REQUIRED ACTION>
Look through the records below, and copy out every line that holds the string "Pattana".

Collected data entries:

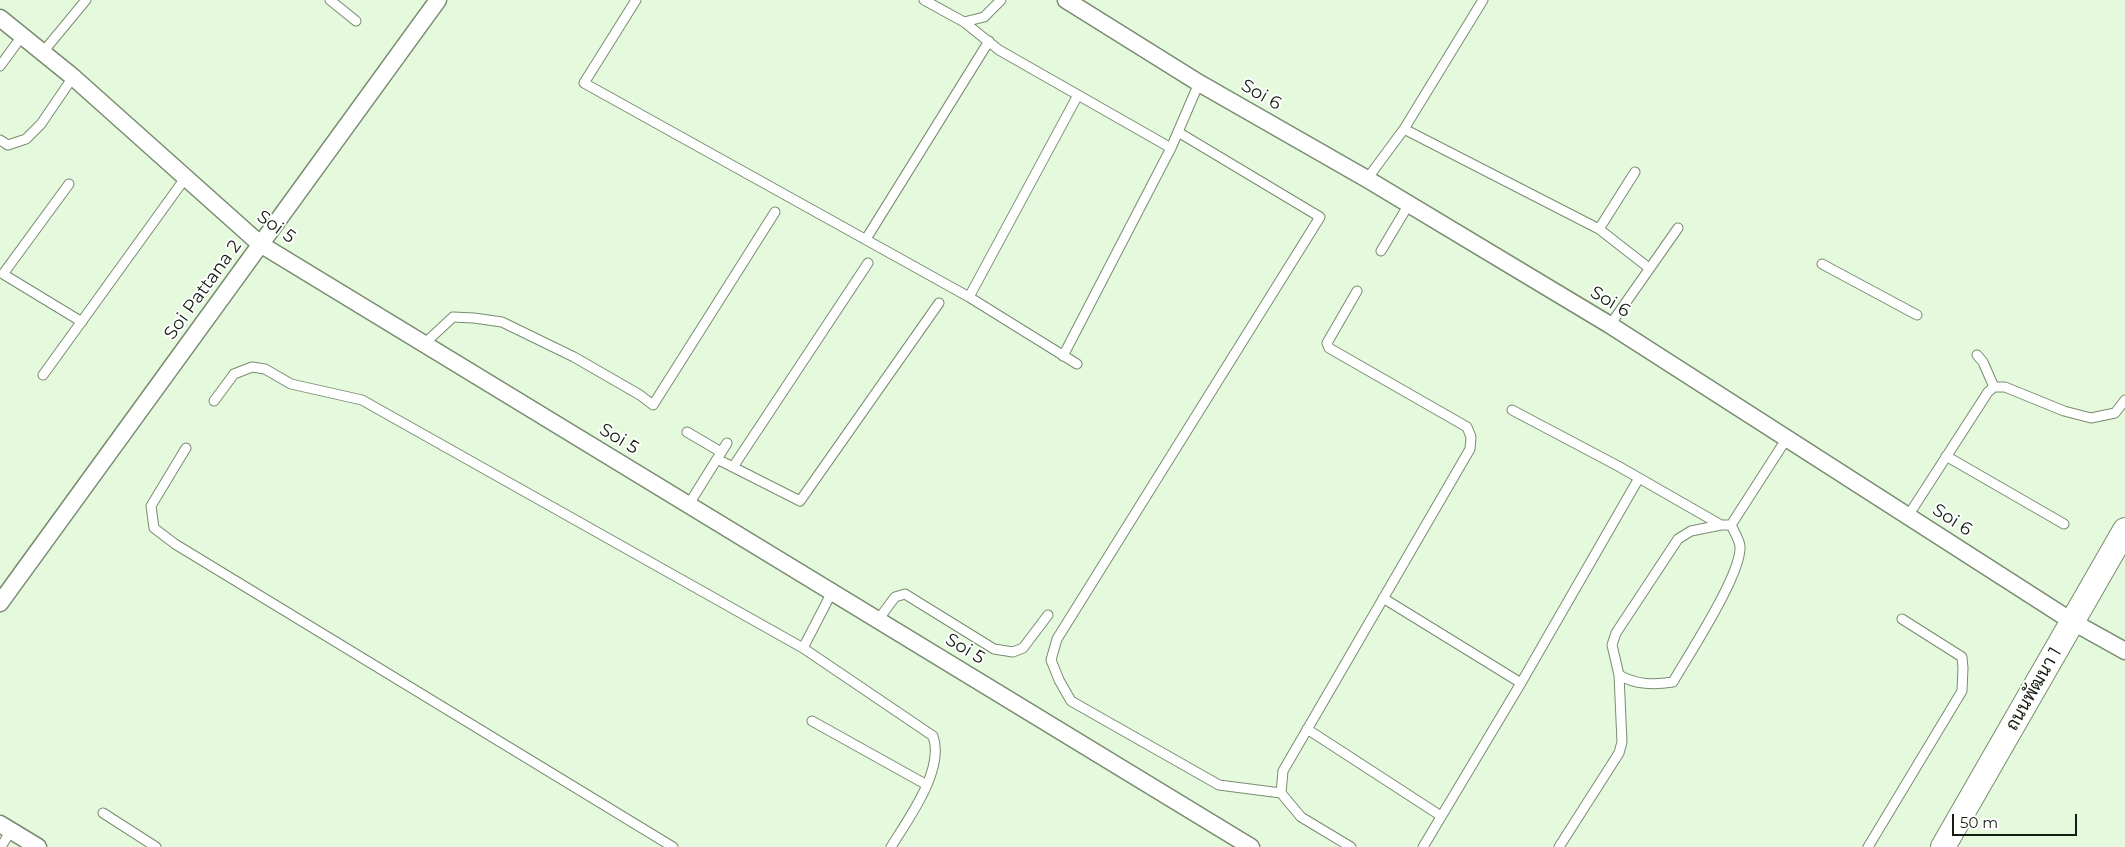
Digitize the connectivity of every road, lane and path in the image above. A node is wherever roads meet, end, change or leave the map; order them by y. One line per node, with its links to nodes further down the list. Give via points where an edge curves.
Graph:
1 (86, 0): 14 (lane)
2 (330, 0): 10 (lane)
3 (438, 0): 32 (street, Soi Pattana 2)
4 (636, 0): 31 (lane, via 584,83)
5 (924, 0): 11 (lane)
6 (1001, 0): 11 (lane, via 984,17)
7 (1066, 0): 17 (street, Soi 6)
8 (1484, 0): 19 (lane)
9 (1, 21): 12 (street, Soi 5)
10 (356, 21)
11 (964, 22): 13 (lane)
12 (22, 36): 14 (street, Soi 5); 15 (lane)
13 (989, 41): 18 (lane, via 999,50); 31 (lane)
14 (42, 52): 16 (street, Soi 5)
15 (0, 66)
16 (73, 76): 21 (lane, via 41,124 26,139 8,145); 24 (street, Soi 5)
17 (1199, 83): 20 (lane); 25 (street, Soi 6)
18 (1078, 94): 22 (lane); 39 (lane)
19 (1404, 129): 25 (lane); 30 (lane)
20 (1178, 132): 22 (lane); 81 (lane, via 1320,217 1057,639 1051,660 1070,701 1219,785)
21 (0, 140)
22 (1171, 148): 46 (lane)
23 (1635, 172): 30 (lane)
24 (186, 177): 32 (street, Soi 5); 42 (lane)
25 (1367, 179): 27 (street, Soi 6)
26 (69, 184): 37 (lane)
27 (1409, 204): 33 (lane); 43 (street, Soi 6)
28 (775, 212): 44 (lane, via 653,405 574,357 502,322 452,317)
29 (1678, 228): 36 (lane)
30 (1599, 229): 36 (lane)
31 (866, 239): 39 (lane)
32 (260, 244): 44 (street, Soi 5); 69 (street, Soi Pattana 2)
33 (1381, 251)
34 (868, 263): 59 (lane)
35 (1822, 264): 41 (lane)
36 (1649, 268): 43 (lane)
37 (2, 276): 42 (lane)
38 (1358, 291): 68 (lane, via 1327,344 1329,348 1466,427 1471,437 1470,449)
39 (969, 297): 46 (lane)
40 (940, 303): 59 (lane, via 800,501)
41 (1917, 316)
42 (82, 322): 48 (lane)
43 (1610, 324): 54 (street, Soi 6)
44 (424, 344): 61 (street, Soi 5)
45 (1977, 355): 49 (lane)
46 (1063, 356): 47 (lane)
47 (1077, 364)
48 (44, 375)
49 (1994, 387): 50 (lane, via 2015,390 2064,411 2091,418 2115,413); 58 (lane)
50 (2125, 400)
51 (214, 401): 74 (lane, via 234,374 252,367 265,369 291,384 362,400)
52 (1512, 410): 60 (lane)
53 (687, 432): 57 (lane)
54 (1787, 438): 62 (street, Soi 6); 65 (lane)
55 (726, 443): 57 (lane)
56 (186, 448): 88 (lane, via 151,506 154,528 175,544)
57 (719, 455): 59 (lane); 61 (lane)
58 (1946, 456): 62 (lane); 63 (lane)
59 (733, 466)
60 (1639, 478): 64 (lane); 77 (lane)
61 (689, 504): 67 (street, Soi 5)
62 (1908, 516): 73 (street, Soi 6)
63 (2064, 524)
64 (1721, 525): 65 (lane); 76 (lane, via 1691,531 1678,538 1616,633 1612,645)
65 (1731, 525): 76 (lane, via 1740,545 1731,581 1673,682 1654,684 1628,680)
66 (2125, 530): 73 (main road, ถนนพัฒนา 1)
67 (832, 592): 72 (street, Soi 5); 74 (lane)
68 (1383, 598): 77 (lane); 79 (lane)
69 (0, 603)
70 (1048, 615): 72 (lane, via 1023,648 1013,652 994,649 905,594 895,597)
71 (1902, 619): 94 (lane, via 1962,657 1962,691)
72 (878, 620): 90 (street, Soi 5)
73 (2072, 622): 75 (street, Soi 6); 95 (main road, ถนนพัฒนา 1)
74 (803, 648): 80 (lane, via 931,732 935,741 935,762)
75 (2125, 651)
76 (1619, 675): 93 (lane, via 1622,742 1619,753)
77 (1521, 682): 83 (lane)
78 (812, 721): 80 (lane)
79 (1307, 730): 81 (lane, via 1283,771); 83 (lane)
80 (928, 785): 89 (lane)
81 (1280, 793): 91 (lane, via 1301,817)
82 (103, 813): 87 (lane)
83 (1441, 816): 92 (lane)
84 (5, 827): 85 (lane); 86 (street)
85 (1, 847)
86 (38, 847)
87 (156, 847)
88 (674, 847)
89 (891, 847)
90 (1251, 847)
91 (1351, 847)
92 (1423, 847)
93 (1559, 847)
94 (1868, 847)
95 (1943, 847)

WRITTEN SOLUTION>
3 (438, 0): 32 (street, Soi Pattana 2)
32 (260, 244): 44 (street, Soi 5); 69 (street, Soi Pattana 2)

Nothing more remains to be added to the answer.